The lines to extract run from the first line of the entries through the line that contains "translate:-50% -50%; white-space:nowrap;"; reproduce exactly those lines and no others.

[Saved entries]
....................
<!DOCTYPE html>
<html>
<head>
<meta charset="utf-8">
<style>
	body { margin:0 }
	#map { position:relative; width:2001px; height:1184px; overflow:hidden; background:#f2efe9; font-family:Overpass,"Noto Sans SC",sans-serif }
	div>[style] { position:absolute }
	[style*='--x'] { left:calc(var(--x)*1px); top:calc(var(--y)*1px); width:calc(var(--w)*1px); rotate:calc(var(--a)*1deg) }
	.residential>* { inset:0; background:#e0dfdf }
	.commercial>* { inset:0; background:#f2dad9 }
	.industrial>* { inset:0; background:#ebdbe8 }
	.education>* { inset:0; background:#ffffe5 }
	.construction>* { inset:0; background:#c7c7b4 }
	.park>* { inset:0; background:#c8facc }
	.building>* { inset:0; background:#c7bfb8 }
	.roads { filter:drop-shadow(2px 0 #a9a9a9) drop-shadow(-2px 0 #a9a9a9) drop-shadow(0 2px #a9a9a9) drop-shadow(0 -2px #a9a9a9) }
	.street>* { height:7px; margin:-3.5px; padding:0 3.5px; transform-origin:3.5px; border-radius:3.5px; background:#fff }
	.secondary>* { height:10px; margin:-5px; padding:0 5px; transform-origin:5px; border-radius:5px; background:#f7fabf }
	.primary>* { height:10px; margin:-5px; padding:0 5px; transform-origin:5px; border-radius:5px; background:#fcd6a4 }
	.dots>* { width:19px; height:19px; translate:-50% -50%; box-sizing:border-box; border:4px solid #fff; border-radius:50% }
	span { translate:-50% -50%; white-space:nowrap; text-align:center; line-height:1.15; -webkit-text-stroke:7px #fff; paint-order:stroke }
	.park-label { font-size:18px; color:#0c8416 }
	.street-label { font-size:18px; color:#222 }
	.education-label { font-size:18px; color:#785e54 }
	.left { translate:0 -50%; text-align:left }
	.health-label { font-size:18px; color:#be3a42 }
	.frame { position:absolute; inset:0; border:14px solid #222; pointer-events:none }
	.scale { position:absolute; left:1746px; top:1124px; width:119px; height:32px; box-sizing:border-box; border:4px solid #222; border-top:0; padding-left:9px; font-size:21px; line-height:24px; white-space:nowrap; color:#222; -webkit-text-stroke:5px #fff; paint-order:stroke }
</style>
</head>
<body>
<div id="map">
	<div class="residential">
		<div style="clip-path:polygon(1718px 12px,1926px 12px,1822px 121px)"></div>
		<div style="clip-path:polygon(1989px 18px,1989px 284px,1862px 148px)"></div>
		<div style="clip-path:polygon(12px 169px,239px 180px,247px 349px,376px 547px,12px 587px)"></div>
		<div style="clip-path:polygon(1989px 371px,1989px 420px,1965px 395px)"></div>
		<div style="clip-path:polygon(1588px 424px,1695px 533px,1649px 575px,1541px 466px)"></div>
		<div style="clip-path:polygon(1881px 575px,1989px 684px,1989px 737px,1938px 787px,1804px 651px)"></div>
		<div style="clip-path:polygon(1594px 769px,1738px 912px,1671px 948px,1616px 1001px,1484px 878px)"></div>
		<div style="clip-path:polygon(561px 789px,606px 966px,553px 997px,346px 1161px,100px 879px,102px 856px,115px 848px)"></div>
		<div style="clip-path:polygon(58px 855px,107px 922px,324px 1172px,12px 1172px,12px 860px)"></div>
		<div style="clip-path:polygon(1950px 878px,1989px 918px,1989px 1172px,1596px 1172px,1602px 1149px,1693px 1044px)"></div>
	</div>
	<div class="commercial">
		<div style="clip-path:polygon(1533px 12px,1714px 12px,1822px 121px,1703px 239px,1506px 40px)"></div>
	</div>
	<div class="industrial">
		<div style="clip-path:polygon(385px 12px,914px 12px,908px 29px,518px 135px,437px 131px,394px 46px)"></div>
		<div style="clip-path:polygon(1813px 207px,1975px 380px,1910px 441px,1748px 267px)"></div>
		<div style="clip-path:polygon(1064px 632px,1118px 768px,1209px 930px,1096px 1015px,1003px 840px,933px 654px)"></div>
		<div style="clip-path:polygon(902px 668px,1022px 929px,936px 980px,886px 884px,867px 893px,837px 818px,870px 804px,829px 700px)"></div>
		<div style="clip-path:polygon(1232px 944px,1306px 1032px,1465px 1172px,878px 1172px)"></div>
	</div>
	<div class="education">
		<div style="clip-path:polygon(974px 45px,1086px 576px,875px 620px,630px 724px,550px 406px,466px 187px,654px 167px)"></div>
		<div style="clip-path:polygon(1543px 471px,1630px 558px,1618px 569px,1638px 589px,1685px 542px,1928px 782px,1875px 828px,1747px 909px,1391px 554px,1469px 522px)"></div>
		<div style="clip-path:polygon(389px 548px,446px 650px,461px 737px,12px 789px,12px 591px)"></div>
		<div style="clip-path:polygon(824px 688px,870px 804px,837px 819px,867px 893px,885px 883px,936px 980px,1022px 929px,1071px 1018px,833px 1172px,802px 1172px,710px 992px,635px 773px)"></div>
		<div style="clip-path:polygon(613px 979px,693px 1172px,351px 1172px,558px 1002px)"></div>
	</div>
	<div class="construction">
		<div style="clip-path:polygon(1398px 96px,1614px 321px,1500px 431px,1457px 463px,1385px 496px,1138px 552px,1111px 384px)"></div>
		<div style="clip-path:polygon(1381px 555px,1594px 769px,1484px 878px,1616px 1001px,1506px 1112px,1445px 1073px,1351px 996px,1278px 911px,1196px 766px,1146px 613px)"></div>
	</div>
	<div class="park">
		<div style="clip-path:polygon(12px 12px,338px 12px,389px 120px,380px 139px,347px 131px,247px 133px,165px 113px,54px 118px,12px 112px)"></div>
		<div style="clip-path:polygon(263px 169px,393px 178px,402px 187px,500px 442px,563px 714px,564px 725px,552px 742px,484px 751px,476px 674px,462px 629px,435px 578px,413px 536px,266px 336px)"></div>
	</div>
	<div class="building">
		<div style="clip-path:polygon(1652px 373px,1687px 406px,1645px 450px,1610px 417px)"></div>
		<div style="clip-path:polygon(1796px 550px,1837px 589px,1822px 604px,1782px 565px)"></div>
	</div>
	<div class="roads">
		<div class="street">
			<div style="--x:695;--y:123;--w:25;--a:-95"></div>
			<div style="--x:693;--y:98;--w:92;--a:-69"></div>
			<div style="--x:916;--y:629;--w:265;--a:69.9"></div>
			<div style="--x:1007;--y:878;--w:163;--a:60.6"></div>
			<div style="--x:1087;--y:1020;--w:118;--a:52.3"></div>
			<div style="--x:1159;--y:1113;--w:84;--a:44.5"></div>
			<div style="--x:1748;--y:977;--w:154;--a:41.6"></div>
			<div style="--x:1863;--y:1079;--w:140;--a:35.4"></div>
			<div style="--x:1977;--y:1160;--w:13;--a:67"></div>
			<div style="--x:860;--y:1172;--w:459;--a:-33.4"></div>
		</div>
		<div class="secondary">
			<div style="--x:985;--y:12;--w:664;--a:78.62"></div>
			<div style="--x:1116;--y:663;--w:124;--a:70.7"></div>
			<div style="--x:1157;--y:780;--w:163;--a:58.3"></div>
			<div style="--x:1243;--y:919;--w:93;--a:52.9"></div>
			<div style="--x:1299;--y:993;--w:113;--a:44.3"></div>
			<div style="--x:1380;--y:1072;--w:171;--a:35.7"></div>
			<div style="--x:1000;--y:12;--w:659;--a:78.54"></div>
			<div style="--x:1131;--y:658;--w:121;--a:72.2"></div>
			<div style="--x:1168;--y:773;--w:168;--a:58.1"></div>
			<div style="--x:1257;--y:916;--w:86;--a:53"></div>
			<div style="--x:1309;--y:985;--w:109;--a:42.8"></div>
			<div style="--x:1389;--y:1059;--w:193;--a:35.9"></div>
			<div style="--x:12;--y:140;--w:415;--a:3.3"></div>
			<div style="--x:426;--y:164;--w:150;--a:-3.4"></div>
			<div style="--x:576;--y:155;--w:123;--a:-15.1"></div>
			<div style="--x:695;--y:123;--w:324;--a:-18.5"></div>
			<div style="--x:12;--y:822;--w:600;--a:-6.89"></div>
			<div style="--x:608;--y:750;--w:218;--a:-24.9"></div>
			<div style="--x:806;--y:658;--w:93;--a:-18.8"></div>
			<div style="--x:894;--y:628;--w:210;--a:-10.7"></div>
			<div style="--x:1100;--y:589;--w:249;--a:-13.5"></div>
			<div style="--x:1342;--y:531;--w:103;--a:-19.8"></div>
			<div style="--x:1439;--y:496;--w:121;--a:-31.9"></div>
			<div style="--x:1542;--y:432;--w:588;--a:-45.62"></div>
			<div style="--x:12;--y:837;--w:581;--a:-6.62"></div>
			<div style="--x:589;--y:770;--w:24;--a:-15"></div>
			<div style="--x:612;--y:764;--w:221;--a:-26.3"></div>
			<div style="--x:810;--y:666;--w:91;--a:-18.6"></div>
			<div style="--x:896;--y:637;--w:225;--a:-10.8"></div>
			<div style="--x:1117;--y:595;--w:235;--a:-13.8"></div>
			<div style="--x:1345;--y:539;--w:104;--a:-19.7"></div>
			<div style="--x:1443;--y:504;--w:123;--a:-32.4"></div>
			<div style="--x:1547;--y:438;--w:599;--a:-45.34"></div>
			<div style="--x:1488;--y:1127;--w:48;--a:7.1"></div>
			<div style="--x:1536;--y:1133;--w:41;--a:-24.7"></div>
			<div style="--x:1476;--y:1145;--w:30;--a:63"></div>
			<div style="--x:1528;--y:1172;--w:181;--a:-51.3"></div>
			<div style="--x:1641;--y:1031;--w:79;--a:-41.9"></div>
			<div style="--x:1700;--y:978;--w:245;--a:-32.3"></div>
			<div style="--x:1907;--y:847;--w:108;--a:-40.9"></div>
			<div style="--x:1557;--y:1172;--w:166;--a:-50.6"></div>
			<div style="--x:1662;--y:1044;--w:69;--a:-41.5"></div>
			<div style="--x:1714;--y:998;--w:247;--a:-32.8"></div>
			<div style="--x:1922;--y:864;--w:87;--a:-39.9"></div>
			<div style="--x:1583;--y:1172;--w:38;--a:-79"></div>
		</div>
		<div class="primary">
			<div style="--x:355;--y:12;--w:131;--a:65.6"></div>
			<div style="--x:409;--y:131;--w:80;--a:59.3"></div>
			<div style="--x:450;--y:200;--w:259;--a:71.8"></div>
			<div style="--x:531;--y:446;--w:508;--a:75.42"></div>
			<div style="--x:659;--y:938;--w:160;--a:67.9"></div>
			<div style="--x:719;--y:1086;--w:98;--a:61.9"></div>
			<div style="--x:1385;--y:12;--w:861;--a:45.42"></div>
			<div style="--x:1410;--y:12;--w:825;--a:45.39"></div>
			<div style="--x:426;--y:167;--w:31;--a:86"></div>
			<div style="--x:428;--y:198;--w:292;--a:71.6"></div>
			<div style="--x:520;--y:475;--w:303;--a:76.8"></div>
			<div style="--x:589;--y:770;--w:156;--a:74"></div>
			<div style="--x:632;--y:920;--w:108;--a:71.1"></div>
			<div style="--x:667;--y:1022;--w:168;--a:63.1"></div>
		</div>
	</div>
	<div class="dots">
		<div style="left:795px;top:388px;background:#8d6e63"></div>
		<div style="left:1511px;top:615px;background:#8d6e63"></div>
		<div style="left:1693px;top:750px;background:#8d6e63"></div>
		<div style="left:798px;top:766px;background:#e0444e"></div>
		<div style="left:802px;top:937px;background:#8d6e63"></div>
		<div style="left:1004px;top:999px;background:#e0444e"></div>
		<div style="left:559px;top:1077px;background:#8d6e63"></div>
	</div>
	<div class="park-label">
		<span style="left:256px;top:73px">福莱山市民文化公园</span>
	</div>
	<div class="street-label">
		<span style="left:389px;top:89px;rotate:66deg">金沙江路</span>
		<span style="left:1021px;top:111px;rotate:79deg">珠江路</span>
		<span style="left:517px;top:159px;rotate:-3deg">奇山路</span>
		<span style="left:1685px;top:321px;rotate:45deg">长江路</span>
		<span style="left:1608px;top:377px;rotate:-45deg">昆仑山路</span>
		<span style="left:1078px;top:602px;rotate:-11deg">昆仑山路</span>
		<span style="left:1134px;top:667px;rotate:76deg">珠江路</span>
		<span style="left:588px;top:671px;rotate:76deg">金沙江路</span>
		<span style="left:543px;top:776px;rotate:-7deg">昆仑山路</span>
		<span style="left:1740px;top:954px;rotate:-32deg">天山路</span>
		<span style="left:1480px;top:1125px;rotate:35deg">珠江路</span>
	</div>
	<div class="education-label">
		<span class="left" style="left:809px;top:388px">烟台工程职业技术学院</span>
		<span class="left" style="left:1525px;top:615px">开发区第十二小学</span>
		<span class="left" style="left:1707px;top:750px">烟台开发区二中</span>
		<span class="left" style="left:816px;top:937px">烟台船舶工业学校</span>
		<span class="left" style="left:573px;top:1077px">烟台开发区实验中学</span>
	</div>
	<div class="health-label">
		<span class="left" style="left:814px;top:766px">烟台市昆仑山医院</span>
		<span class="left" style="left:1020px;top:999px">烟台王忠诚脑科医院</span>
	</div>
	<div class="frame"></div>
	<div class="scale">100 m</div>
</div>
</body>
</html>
....................
(RESULT BELOW):
<!DOCTYPE html>
<html>
<head>
<meta charset="utf-8">
<style>
	body { margin:0 }
	#map { position:relative; width:2001px; height:1184px; overflow:hidden; background:#f2efe9; font-family:Overpass,"Noto Sans SC",sans-serif }
	div>[style] { position:absolute }
	[style*='--x'] { left:calc(var(--x)*1px); top:calc(var(--y)*1px); width:calc(var(--w)*1px); rotate:calc(var(--a)*1deg) }
	.residential>* { inset:0; background:#e0dfdf }
	.commercial>* { inset:0; background:#f2dad9 }
	.industrial>* { inset:0; background:#ebdbe8 }
	.education>* { inset:0; background:#ffffe5 }
	.construction>* { inset:0; background:#c7c7b4 }
	.park>* { inset:0; background:#c8facc }
	.building>* { inset:0; background:#c7bfb8 }
	.roads { filter:drop-shadow(2px 0 #a9a9a9) drop-shadow(-2px 0 #a9a9a9) drop-shadow(0 2px #a9a9a9) drop-shadow(0 -2px #a9a9a9) }
	.street>* { height:7px; margin:-3.5px; padding:0 3.5px; transform-origin:3.5px; border-radius:3.5px; background:#fff }
	.secondary>* { height:10px; margin:-5px; padding:0 5px; transform-origin:5px; border-radius:5px; background:#f7fabf }
	.primary>* { height:10px; margin:-5px; padding:0 5px; transform-origin:5px; border-radius:5px; background:#fcd6a4 }
	.dots>* { width:19px; height:19px; translate:-50% -50%; box-sizing:border-box; border:4px solid #fff; border-radius:50% }
	span { translate:-50% -50%; white-space:nowrap; text-align:center; line-height:1.15; -webkit-text-stroke:7px #fff; paint-order:stroke }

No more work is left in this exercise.